General Stone began to move his small force north toward Utuado 15 miles beyond Adjuntas. They stopped at the town of Pellejas around 6 in the evening on August 2. A wealthy landowner and liberal separatist, Don Bastolomé Mayol, offered his home and grounds to the Americans. This was a welcome invitation because many of General Stone's soldiers were fatigued after their experiences on the poor road that ran between cliffs and deep precipices.(207)

General Stone's men established a telegraph link from Pellejas to his superiors in Ponce. He also sent a communication to the Spanish forces in Utuado asking them to surrender. As knowledge of his location became known, residents of Lares, Utuado, and Adjuntas arrived at Pellejas to join General Stone.(208)

The August 2 dispatch continued:

Gen. Roy Stone, while reconnoitering northward along the road leading to Arecibo, on the north coast, with a company of the 2d Wisconsin Regiment, encountered opposition at Utuado, where a small force of Spanish regulars and volunteers had been instructed by Captain General Macias to resist to the bitter end.

The Spaniards refused to surrender, and Gen. Stone telephoned [sic] back to Adjuntas that he would push on, aided by a force of natives armed with machetes. Before the messengers left Adjuntas, where twelve men had been left, a Spanish force was reported to be between Gen. Stone and Adjuntas, picketed on the trail between Adjuntas and Utuado, in the heart of the mountain.

As the troops have to move in single file, ten men can stop a regiment. General Stone's messengers rode all night.(209)

On August 3, General Stone completed the journey to Utuado, where the Spanish defenses quickly fell before General Stone's small force.

In Utuado, the example set by Stone and his troops was vitally important. Although prominent citizens came to his support and formed an auxiliary cavalry to fight with him, the lower classes were fearful. Spanish sympathizers had been spreading rumors about atrocities supposedly committed by the Americans. The Yankees were reportedly massacring people in the south, bombing San Juan and destroying every house.

General Stone's experience with the ORI came into play. The history of Adjuntas explained:

The next day [August 4], General Stone ordered the construction of the road from Utuado to Ponce, for the purpose of facilitating the transportation of carts and weapons that General Guy V. Henry would bring. A French engineer residing in Utuado, Monsier Raul Marix, auxiliary cavalry headed by Salvador Pérez Gerena and Ramón Pérez Olivencia, and legions of local townspeople united with Stone's soldiers, succeeded in completing the provisional road in 8 days.(210)

A detachment of Troop B, 2d Cavalry, consisting of Lieutenant Paine and 15 enlisted men, reported to General Stone as an escort and to help in construction of the wagon road from Adjuntas to Utuado.(211)

The road work, which provided jobs for laborers, helped overcome the fear of the Americans. However, the rainy season had begun, undermining the road project.
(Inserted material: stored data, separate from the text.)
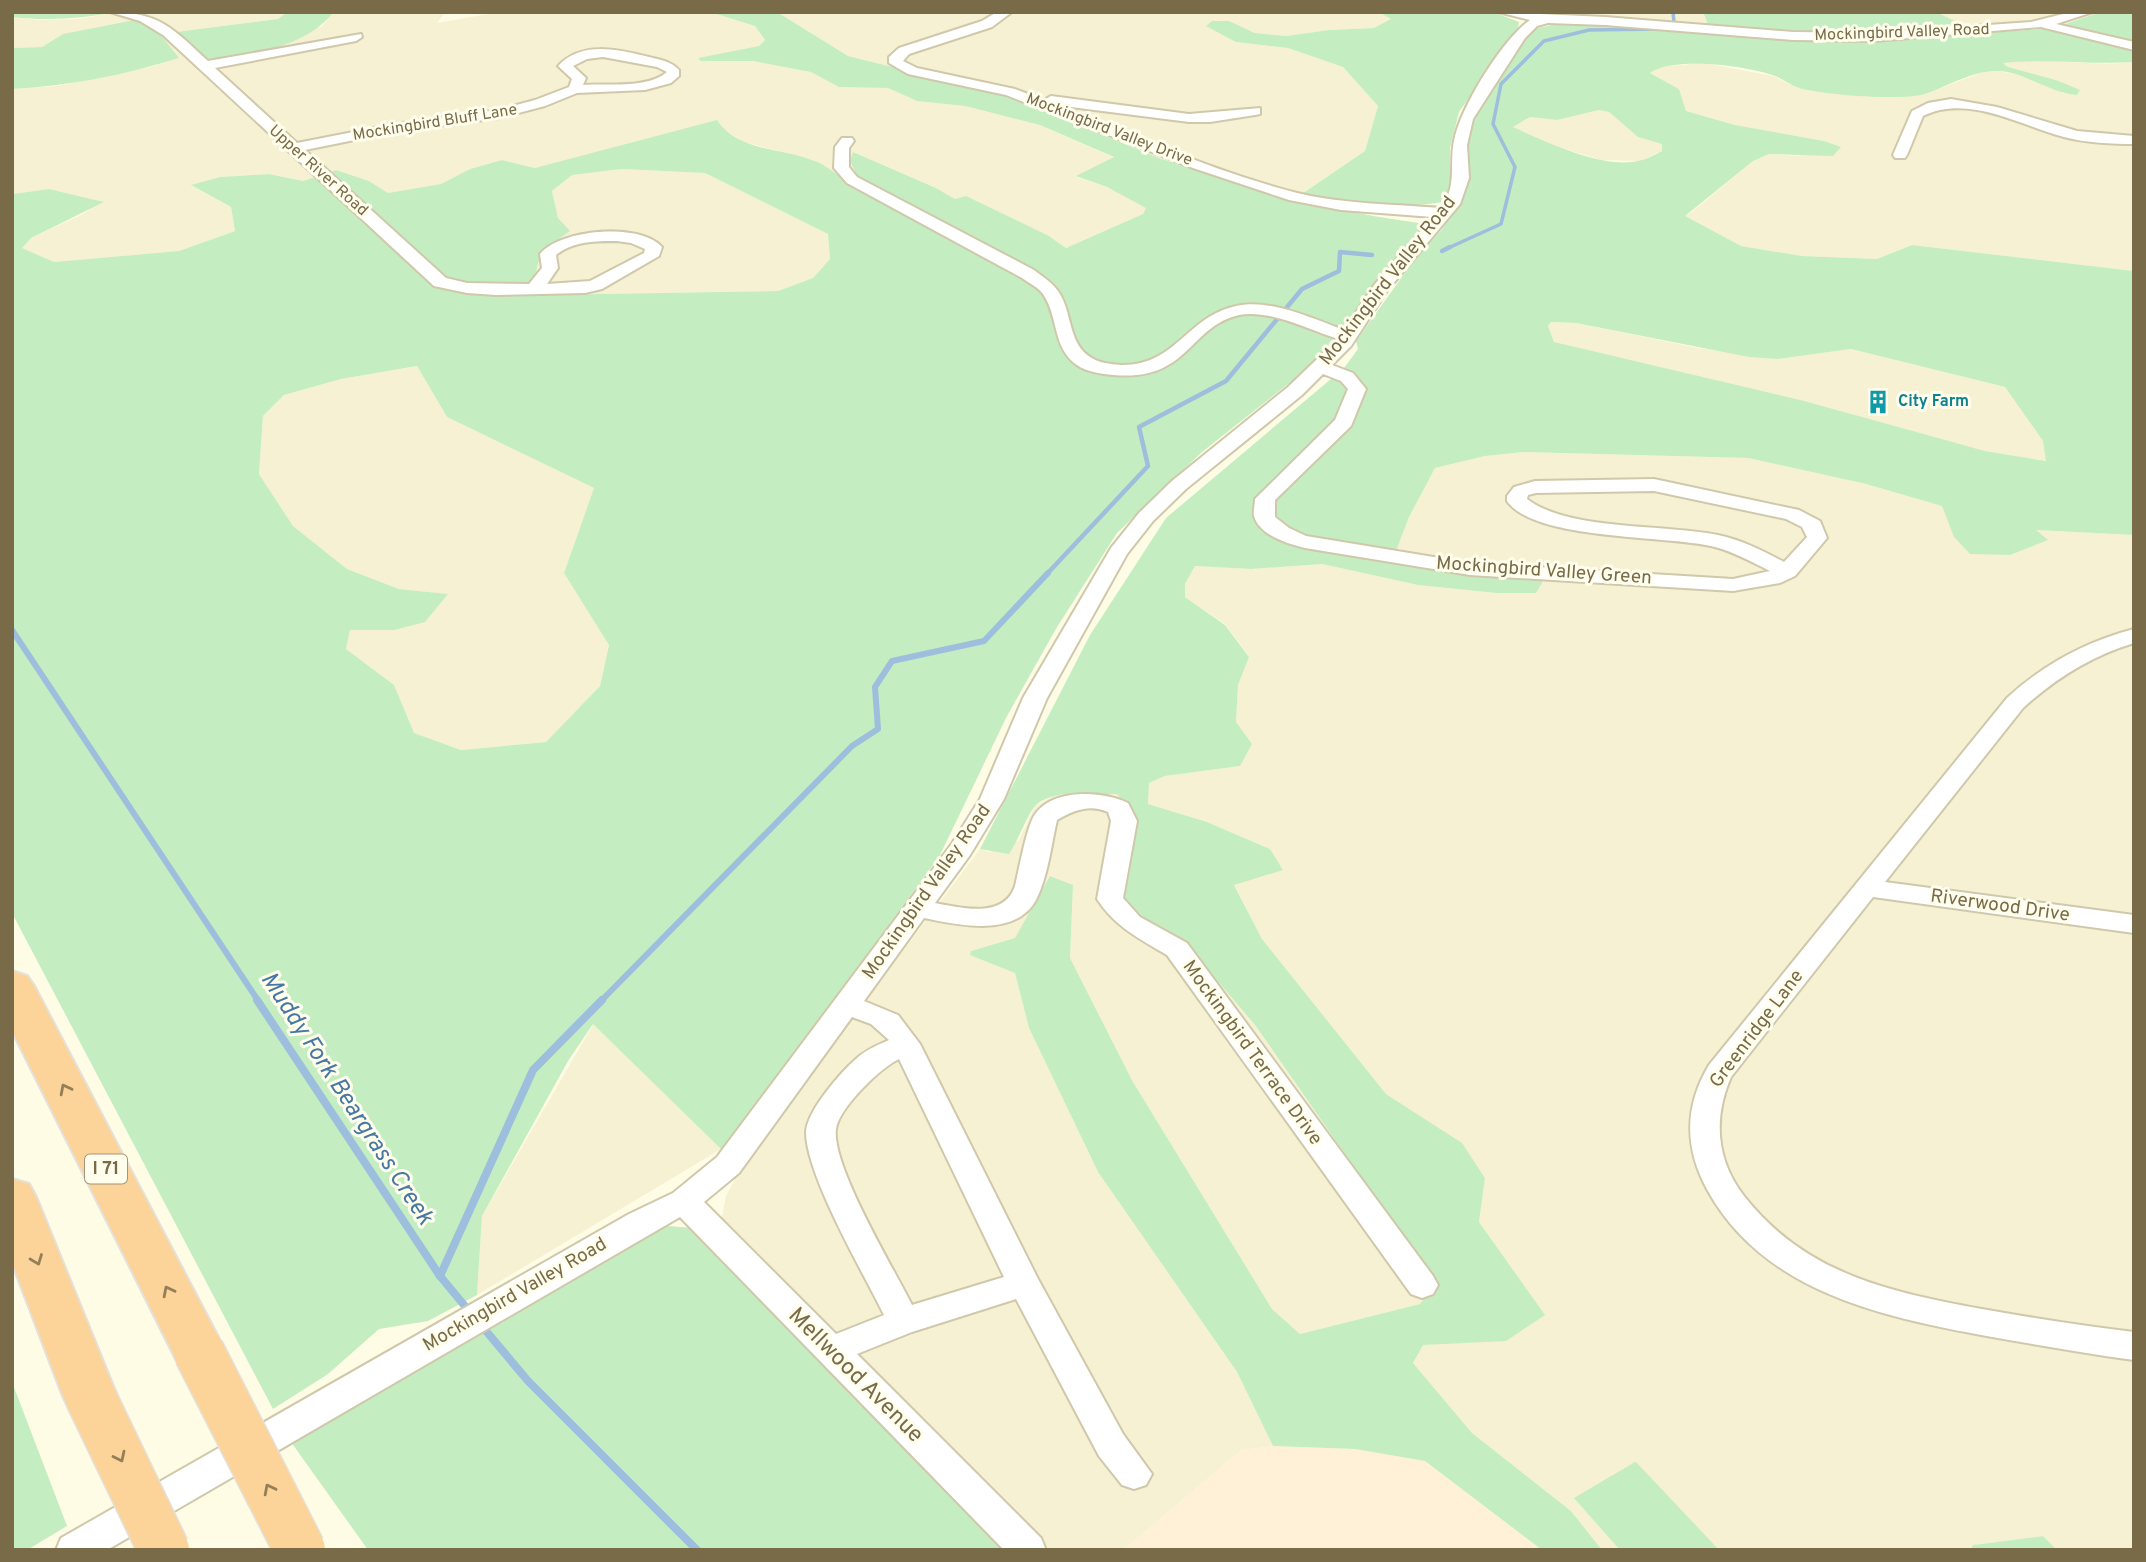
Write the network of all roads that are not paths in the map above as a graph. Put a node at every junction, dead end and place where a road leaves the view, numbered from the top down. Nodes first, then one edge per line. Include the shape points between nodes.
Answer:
1 (116, 12) edge
2 (1006, 12) edge
3 (1504, 12) edge
4 (2087, 12) edge
5 (1548, 19) junction
6 (2042, 24) junction
7 (356, 37) dead end
8 (2134, 46) edge
9 (203, 66) junction
10 (575, 89) junction
11 (1029, 99) junction
12 (1255, 111) dead end
13 (2134, 140) edge
14 (847, 141) dead end
15 (293, 148) junction
16 (1900, 155) dead end
17 (1446, 213) junction
18 (535, 288) junction
19 (1349, 337) junction
20 (1321, 367) junction
21 (1787, 571) junction
22 (2134, 636) edge
23 (1867, 888) junction
24 (918, 908) junction
25 (2134, 924) edge
26 (12, 986) edge
27 (846, 1006) junction
28 (906, 1044) junction
29 (12, 1197) edge
30 (684, 1201) junction
31 (1024, 1284) junction
32 (1422, 1285) dead end
33 (903, 1321) junction
34 (2134, 1346) edge
35 (829, 1351) junction
36 (1134, 1474) dead end
37 (74, 1550) edge
38 (164, 1550) edge
39 (300, 1550) edge
40 (1028, 1550) edge

1 - 9 street, Upper River Road via 159,25
2 - 11 street, Mockingbird Valley Drive via 987,24 904,51 895,59 913,71
3 - 5 street, Mockingbird Valley Road
4 - 6 street, Mockingbird Valley Road
5 - 6 street, Mockingbird Valley Road via 1847,37
5 - 17 street, Mockingbird Valley Road via 1533,23 1520,35 1474,103 1462,130 1458,191
6 - 8 street
7 - 9 street
9 - 15 street, Upper River Road
10 - 10 street, Mockingbird Bluff Lane via 640,87 674,73 668,65 625,54 589,55 565,66 579,78
10 - 15 street, Mockingbird Bluff Lane via 499,114
11 - 12 street via 1189,118
11 - 17 street, Mockingbird Valley Drive via 1294,197
13 - 16 street via 2078,136 1984,108 1938,106 1917,114
14 - 19 street via 842,147 841,168 852,180 1028,274 1050,291 1068,346 1092,366 1128,371 1153,368 1166,363 1219,317 1242,310 1277,315
15 - 18 street, Upper River Road via 440,282 467,288
17 - 19 street, Mockingbird Valley Road via 1381,288
18 - 18 street, Upper River Road via 596,285 651,256 654,247 624,236 560,244 548,254 550,268
19 - 20 street, Mockingbird Valley Road
20 - 21 street, Mockingbird Valley Green via 1347,377 1357,389 1345,422 1265,499 1264,516 1289,537 1470,569 1733,585
20 - 24 street, Mockingbird Valley Road via 1179,485 1118,552 1035,698 992,799
21 - 21 street, Mockingbird Valley Green via 1817,538 1813,525 1792,514 1654,485 1535,487 1517,496 1520,506 1559,521 1721,542
22 - 23 street, Greenridge Lane via 2094,647 2036,683
23 - 25 street, Riverwood Drive
23 - 34 street, Greenridge Lane via 1719,1072 1710,1090 1703,1142 1721,1187 1764,1240 1796,1264 1843,1289 1909,1308
24 - 27 street, Mockingbird Valley Road
24 - 32 street, Mockingbird Terrace Drive via 966,916 1008,912 1023,900 1046,816 1084,800 1110,802 1119,808 1124,821 1110,899 1131,923 1177,949
39 -> 26 highway, I 71, bridge
27 - 28 street via 879,1015 894,1025
27 - 30 street, Mockingbird Valley Road via 729,1165
28 - 31 street
28 - 33 street via 867,1065 827,1113 821,1129 833,1179
29 -> 38 highway, bridge via 90,1396
30 - 35 street, Mellwood Avenue
30 - 37 street, Mockingbird Valley Road
31 - 33 street
31 - 36 street via 1111,1445
33 - 35 street
35 - 40 street, Mellwood Avenue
An August 4 dispatch from Ponce described the desire of Puerto Ricans for annexation by the United States. "Trade connections and political sympathies are mostly American." The dispatch cited another example:

The English and French settlers are strongly pro-American. Gen Roy Stone was entertained by a delighted English planter, who had not spoken his own tongue for twenty years.(212)

While road construction was underway, General Stone turned his attention to the town of Lares to the west of Utuado. Lares was defended by a provisional company of volunteers, including 187 soldiers, four officers, and a chief. On August 4, General Stone began moving toward Lares to observe the situation and determine if its capture were possible. In Comevacas y Tiznaos: Partidas Campesinas de 1898 en El Pepino, Carlos A. López Dzur described the outcome of the effort:

Stone was followed by citizens of Utuado, and curiosity seekers who, in a masochistic gesture, wanted to watch the capture. These were known as the Turkey Party. They spent the 4th through the 7th in making preparations. The taking of Lares by the invaders did not materialize, for the moment, but General Stone advanced to Arecibo and arrived almost at the principal plaza on the 7th of August.(213)
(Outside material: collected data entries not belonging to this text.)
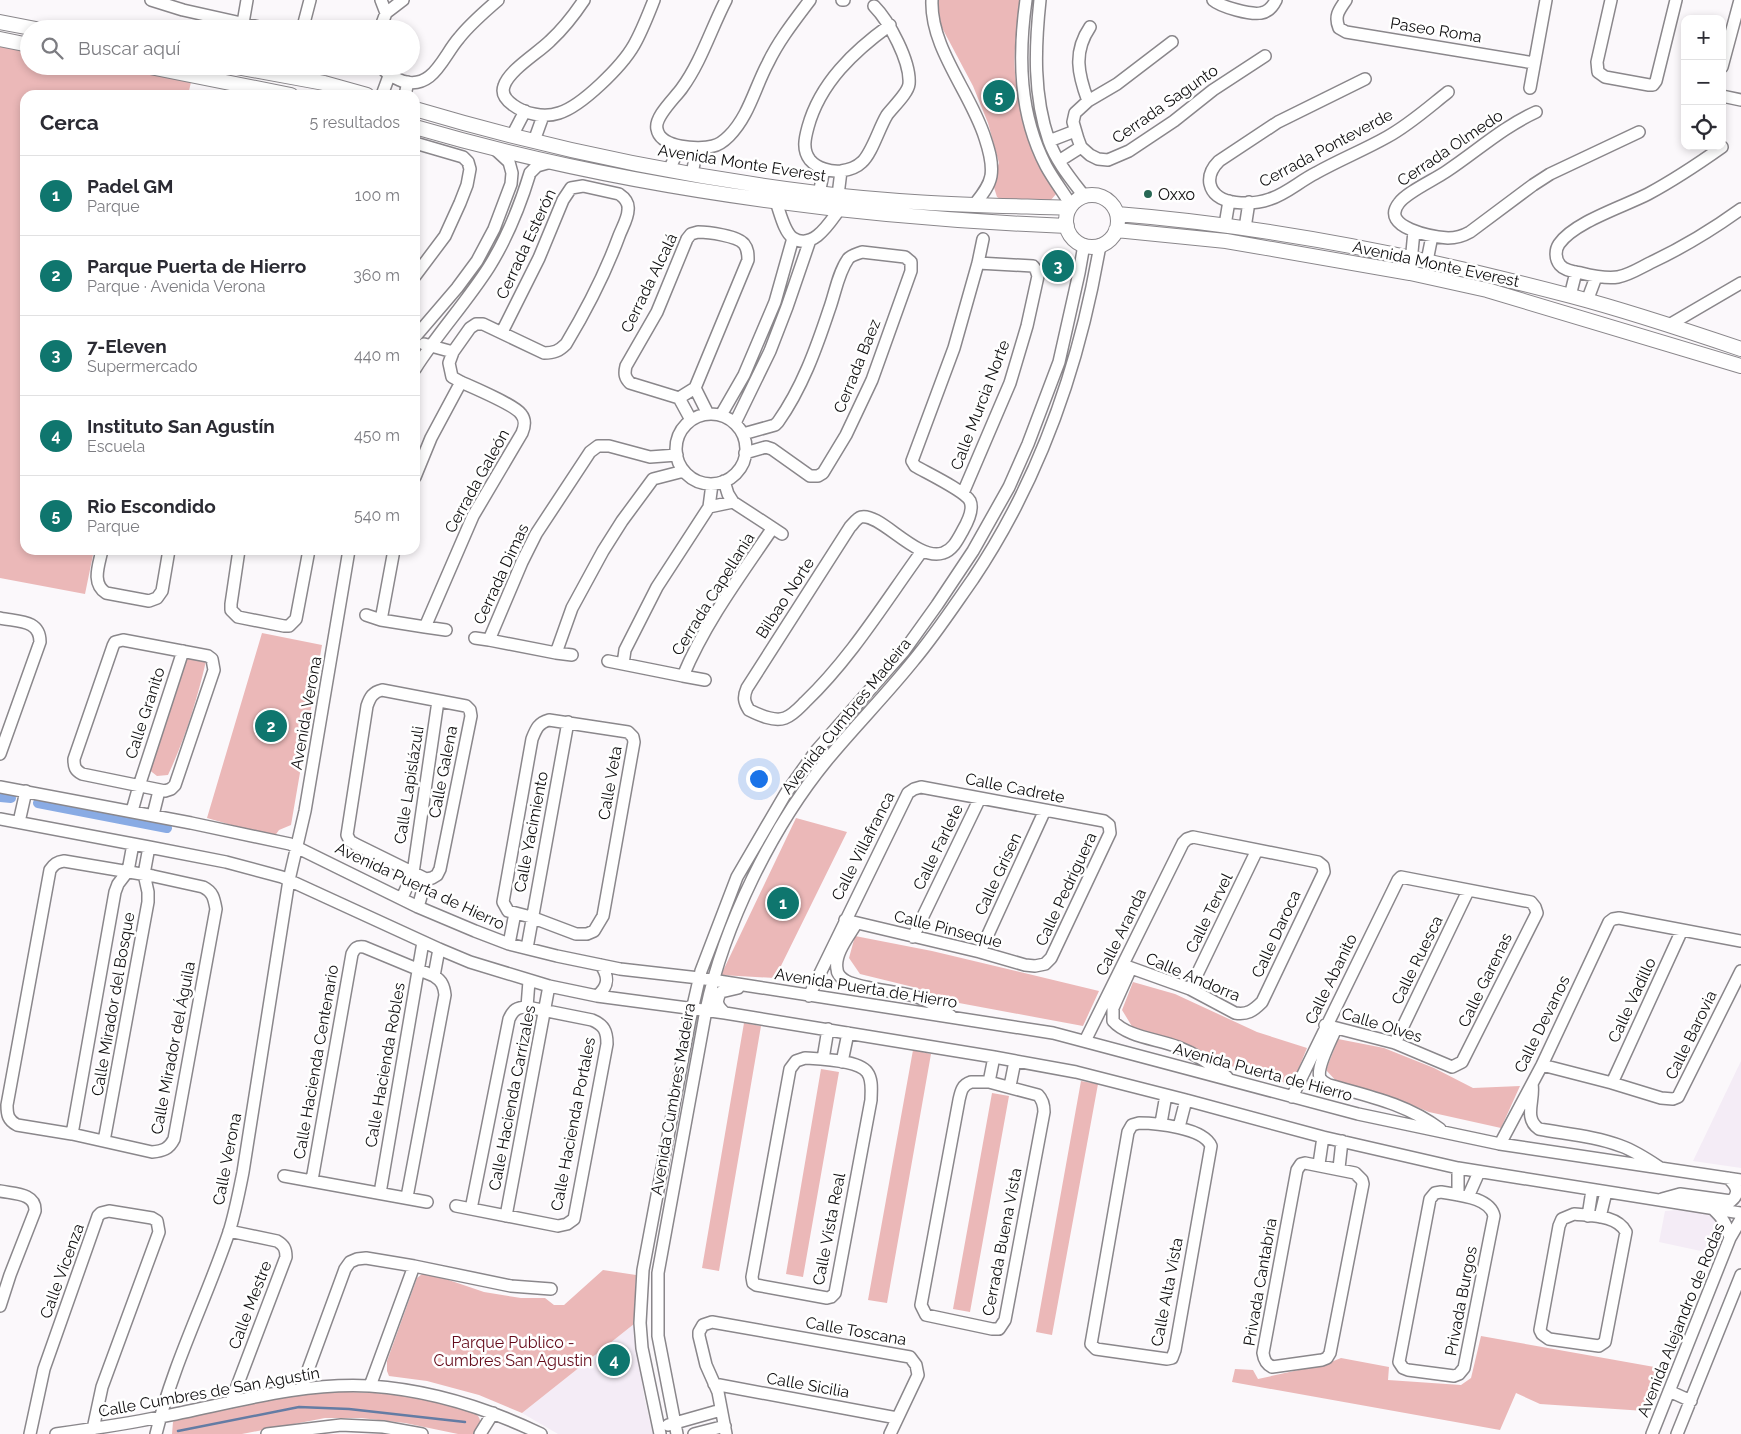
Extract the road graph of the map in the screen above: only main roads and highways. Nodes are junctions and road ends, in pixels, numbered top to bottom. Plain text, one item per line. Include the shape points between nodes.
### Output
1 (0, 22) edge
2 (20, 26) edge
3 (0, 39) edge
4 (20, 43) edge
5 (180, 75) edge
6 (238, 75) edge
7 (275, 75) edge
8 (239, 90) edge
9 (348, 90) edge
10 (420, 111) edge
11 (458, 122) junction
12 (420, 128) edge
13 (453, 138) junction
14 (601, 155) junction
15 (596, 172) junction
16 (751, 184) junction
17 (750, 199) junction
18 (817, 200) junction
19 (1070, 206) junction
20 (1117, 214) junction
21 (1067, 226) junction
22 (1116, 230) junction
23 (1313, 240) junction
24 (1309, 255) junction
25 (1411, 266) junction
26 (1490, 284) junction
27 (1741, 349) edge
28 (1741, 366) edge

1 - 2 main road
3 - 4 main road
5 - 8 main road
6 - 8 main road
7 - 9 main road
10 - 11 main road, Avenida Monte Everest
11 - 13 main road
11 - 14 main road, Avenida Monte Everest
12 - 13 main road, Avenida Monte Everest
13 - 15 main road, Avenida Monte Everest
14 - 15 main road
14 - 16 main road, Avenida Monte Everest
15 - 17 main road, Avenida Monte Everest
16 - 17 main road
16 - 18 main road, Avenida Monte Everest
17 - 18 main road, Avenida Monte Everest via 776,202
18 - 19 main road, Avenida Monte Everest via 838,195 974,205
18 - 21 main road, Avenida Monte Everest via 839,210 945,220
19 - 20 main road via 1084,196 1095,194 1112,204
19 - 21 main road
20 - 22 main road
20 - 23 main road, Avenida Monte Everest via 1225,225
21 - 22 main road via 1076,241 1092,247 1110,240
22 - 24 main road, Avenida Monte Everest via 1226,241
23 - 24 main road
23 - 25 main road, Avenida Monte Everest
24 - 25 main road, Avenida Monte Everest
25 - 26 main road, Avenida Monte Everest
25 - 26 main road, Avenida Monte Everest via 1426,262
26 - 27 main road, Avenida Monte Everest via 1587,300
26 - 28 main road, Avenida Monte Everest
On the morning of August 6, General Miles ordered General Henry to move his forces from Ponce to Arecibo via Adjuntas and Utuado. General Garretson's brigade would accompany General Henry. The total American force consisted of 3,200 soldiers and officials.(214)

Minor fighting continued on the road between Adjuntas and Utuado. An August 8 dispatch reported that the Puerto Ricans enlisted by General Stone had engaged in a skirmish the night before with a small Spanish force, leaving a Spanish officer dead.(215)

General Henry left Ponce on August 8, traveling only 9 miles before camping at Hacienda Florida, with the 6th of Massachusetts an hour behind the 6th of Illinois ("The heat of the day and wearing new footwear were alleged causes of that late arrival," according to General Henry). Supplies were also delayed. General Henry explained:

The regiment's carts didn't arrive until the next day. The cargo had been reduced to a minimum. Because of the difficult terrain, the carts were pulled by four mules instead of the normal two, and only carried the munitions and food supplies.(216)

On August 9, General Henry marched to Adjuntas with his staff, officially taking the town that General Stone had occupied on August 1 and 2. Henry ordered his troops to advance with the greatest speed possible, but "speed" was not possible now that the rainy season had begun:

The road constructed by Stone was not yet firm because of continuous rains, so Garretson's men and the Puerto Rican volunteers did not arrive until the 10th, having been forced to leave their carts and carry the cargo on mules.(217)

More ominously, General Henry reported 53 cases of dysentery and 60 of typhoid fever, forcing him to install three hospitals in Utuado. By August 16, disease had rendered half the 6th Massachusetts Volunteers disabled for combat. Two soldiers died from typhoid fever.

With his forces finally united at Adjuntas on August 11, General Henry spent August 12 reorganizing the troops, inspecting equipment, and making repairs. He and some of his forces moved to Utuado on August 13. There, the mission came to an abrupt end when they received the news that President McKinley had signed a peace protocol with Spain on August 12, ending the fighting.(218) General Miles sent a cable to San Juan to let General Macias know the protocol had been signed. Macias acknowledged receipt of the protocol. General Henry was ordered back to Adjuntas.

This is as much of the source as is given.